Be careful to understand that this theorem states "All relative extrema occur at critical points." It does not say "All critical numbers produce relative extrema." For instance, consider $$f(x) = x^3$$. Since $$f'(x) = 3x^2$$, it is straightforward to determine that $$x=0$$ is a critical number of $$f$$. However, $$f$$ has no relative extrema, as illustrated in Figure $$\PageIndex{5}$$. Figure $$\PageIndex{5}$$: A graph of $$f(x)=x^3$$ which has a critical value of $$x=0$$, but no relative extrema.

Theorem $$\PageIndex{1}$$ states that a continuous function on a closed interval will have absolute extrema, that is, both an absolute maximum and an absolute minimum. These extrema occur either at the endpoints or at critical values in the interval. We combine these concepts to offer a strategy for finding extrema.

Key IDea 2: Finding Extrema on a Closed Interval

Let $$f$$ be a continuous function defined on a closed interval $$[a,b]$$. To find the maximum and minimum values of $$f$$ on $$[a,b]$$

1. Evaluate $$f$$ at the endpoints $$a$$ and $$b$$ of the interval.
2. Find the critical numbers of $$f$$ in $$[a,b]$$.
3. Evaluate $$f$$ at each critical number.
4. The absolute maximum of $$f$$ is the largest of these values, and the absolute minimum of $$f$$ is the least of these values.

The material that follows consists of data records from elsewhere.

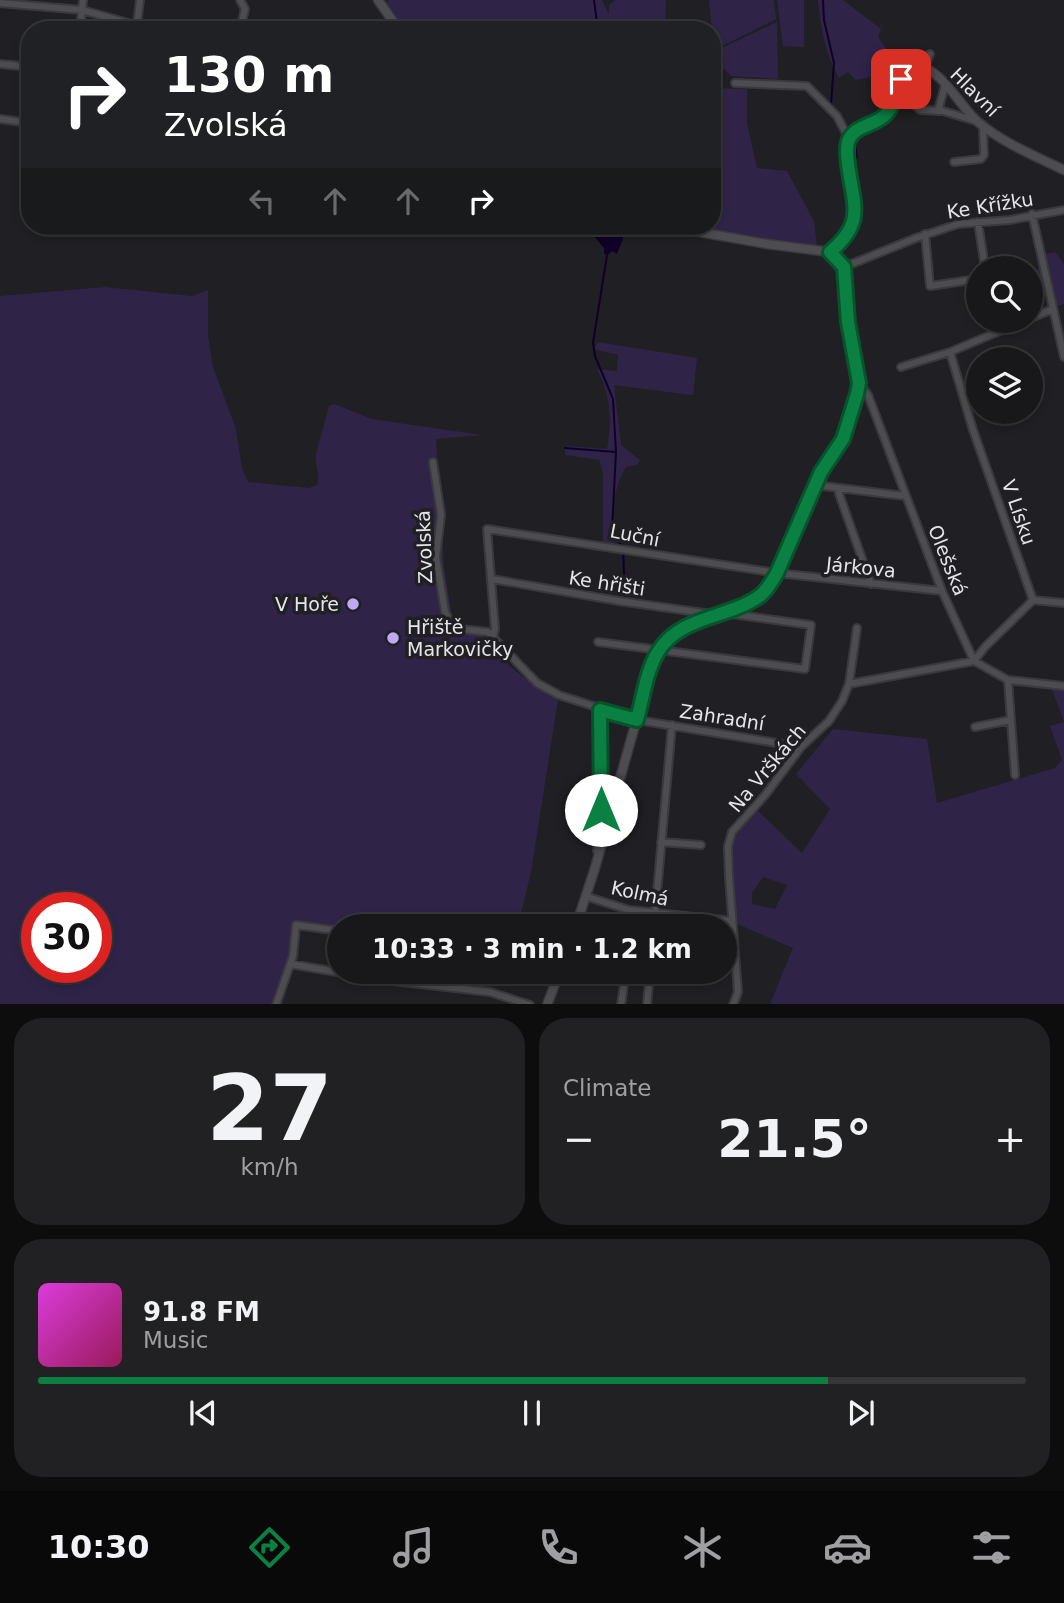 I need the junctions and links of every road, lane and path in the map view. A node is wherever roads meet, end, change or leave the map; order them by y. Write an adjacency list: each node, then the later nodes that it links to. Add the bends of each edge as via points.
1 (83, 0): 6 (street)
2 (139, 0): 9 (street)
3 (240, 0): 10 (street, via 245,9)
4 (383, 2): 11 (street)
5 (0, 3): 6 (street)
6 (82, 10): 7 (street); 8 (street)
7 (81, 21)
8 (122, 21)
9 (137, 21)
10 (242, 21)
11 (394, 21)
12 (930, 54): 15 (street)
13 (0, 64): 14 (street)
14 (21, 66)
15 (926, 67): 17 (street, Hlavní); 18 (street, Hlavní, via 908,71)
16 (736, 83): 23 (street, via 807,86 837,116)
17 (945, 85): 19 (street); 22 (street, Hlavní)
18 (896, 93): 19 (street, via 920,110); 23 (street, Hlavní, via 888,113)
19 (938, 111): 22 (street)
20 (0, 119): 21 (street)
21 (21, 122)
22 (980, 123): 24 (street, via 984,155); 25 (street, Hlavní)
23 (849, 139): 31 (street, via 846,150 856,215 845,239)
24 (954, 162)
25 (1064, 170)
26 (1064, 210): 27 (street, Ke Křížku)
27 (1032, 214): 28 (street, Ke Křížku); 35 (street)
28 (978, 222): 29 (street, Ke Křížku); 32 (street)
29 (925, 234): 33 (street, Ke Křížku); 34 (street, via 930,286)
30 (716, 235): 31 (street)
31 (830, 252): 33 (street)
32 (983, 256)
33 (844, 267): 41 (street)
34 (966, 281)
35 (1053, 309): 36 (street); 39 (street)
36 (1043, 313)
37 (995, 333): 38 (street)
38 (950, 352): 40 (street); 50 (street, V Lísku)
39 (1064, 357)
40 (901, 367)
41 (859, 383): 43 (street, via 843,439); 45 (street, Olešská, via 868,395)
42 (433, 462): 54 (street, Zvolská, via 441,515 436,557 445,612 459,629 488,632)
43 (815, 485): 44 (street); 46 (street)
44 (837, 488): 45 (street); 48 (street)
45 (905, 496): 49 (street, Olešská)
46 (777, 573): 47 (street, Luční, via 487,529); 48 (street, Járkova); 52 (street, via 760,595)
47 (492, 579): 52 (street, Ke hřišti); 54 (street)
48 (871, 584): 49 (street, Járkova)
49 (942, 591): 57 (street, Olešská)
50 (1033, 600): 51 (street); 57 (street)
51 (1064, 603)
52 (721, 614): 56 (street, via 685,625); 56 (street, Ke hřišti, via 811,625 805,669)
53 (857, 628): 59 (street)
54 (493, 637): 61 (street, via 537,683)
55 (598, 642): 56 (street)
56 (659, 649): 62 (street)
57 (974, 661): 58 (street); 59 (street)
58 (1008, 680): 60 (street); 63 (street)
59 (849, 684): 66 (street, Na Vrškách, via 829,721)
60 (1064, 686)
61 (600, 710): 62 (street); 70 (street, via 601,810)
62 (637, 720): 64 (street, Zahradní); 70 (street)
63 (1011, 720): 65 (street); 67 (street)
64 (672, 725): 66 (street, Zahradní); 68 (street)
65 (975, 727)
66 (801, 747): 76 (street, Na Vrškách, via 732,832 728,846)
67 (1015, 775)
68 (660, 842): 69 (street); 75 (street)
69 (701, 845)
70 (595, 868): 71 (street)
71 (586, 896): 72 (street, Kolmá); 73 (street)
72 (629, 910): 74 (street); 75 (street, Kolmá)
73 (580, 914)
74 (629, 914)
75 (654, 914)
76 (731, 914)
77 (327, 929): 78 (street, via 296,925)
78 (290, 964): 83 (street); 84 (street, via 490,992)
79 (555, 984): 85 (street)
80 (624, 984): 86 (street)
81 (649, 984): 87 (street)
82 (736, 984): 88 (street, Na Vrškách)
83 (276, 1004)
84 (530, 1004)
85 (547, 1004)
86 (621, 1004)
87 (647, 1004)
88 (733, 1004)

We practice these ideas in the next examples.

Example $$\PageIndex{4}$$: Finding extreme values

Find the extreme values of $$f(x) = 2x^3+3x^2-12x$$ on $$[0,3]$$, graphed in Figure $$\PageIndex{6}$$ .

We follow the steps outlined in the Key Idea 2. We first evaluate $$f$$ at the endpoints:

$$f(0) = 0 \quad \text{and}\quad f(3) =45.$$ Figure $$\PageIndex{6}$$: A graph of $$f(x) = 2x^3+3x^2-12x$$ on $$[0,3]$$ as in Example $$\PageIndex{4}$$.

Next, we find the critical values of $$f$$ on $$[0,3]$$. $$f'(x) = 6x^2+6x-12 = 6(x+2)(x-1)$$; therefore the critical values of $$f$$ are $$x=-2$$ and $$x=1$$. Since $$x=-2$$ does not lie in the interval $$[0,3]$$, we ignore it. Evaluating $$f$$ at the only critical number in our interval gives: $$f(1) = -7$$.

Table $$\PageIndex{1}$$ gives $$f$$ evaluated at the "important" $$x$$ values in $$[0,3]$$. We can easily see the maximum and minimum values of $$f$$: the maximum value is $$45$$ and the minimum value is $$-7$$.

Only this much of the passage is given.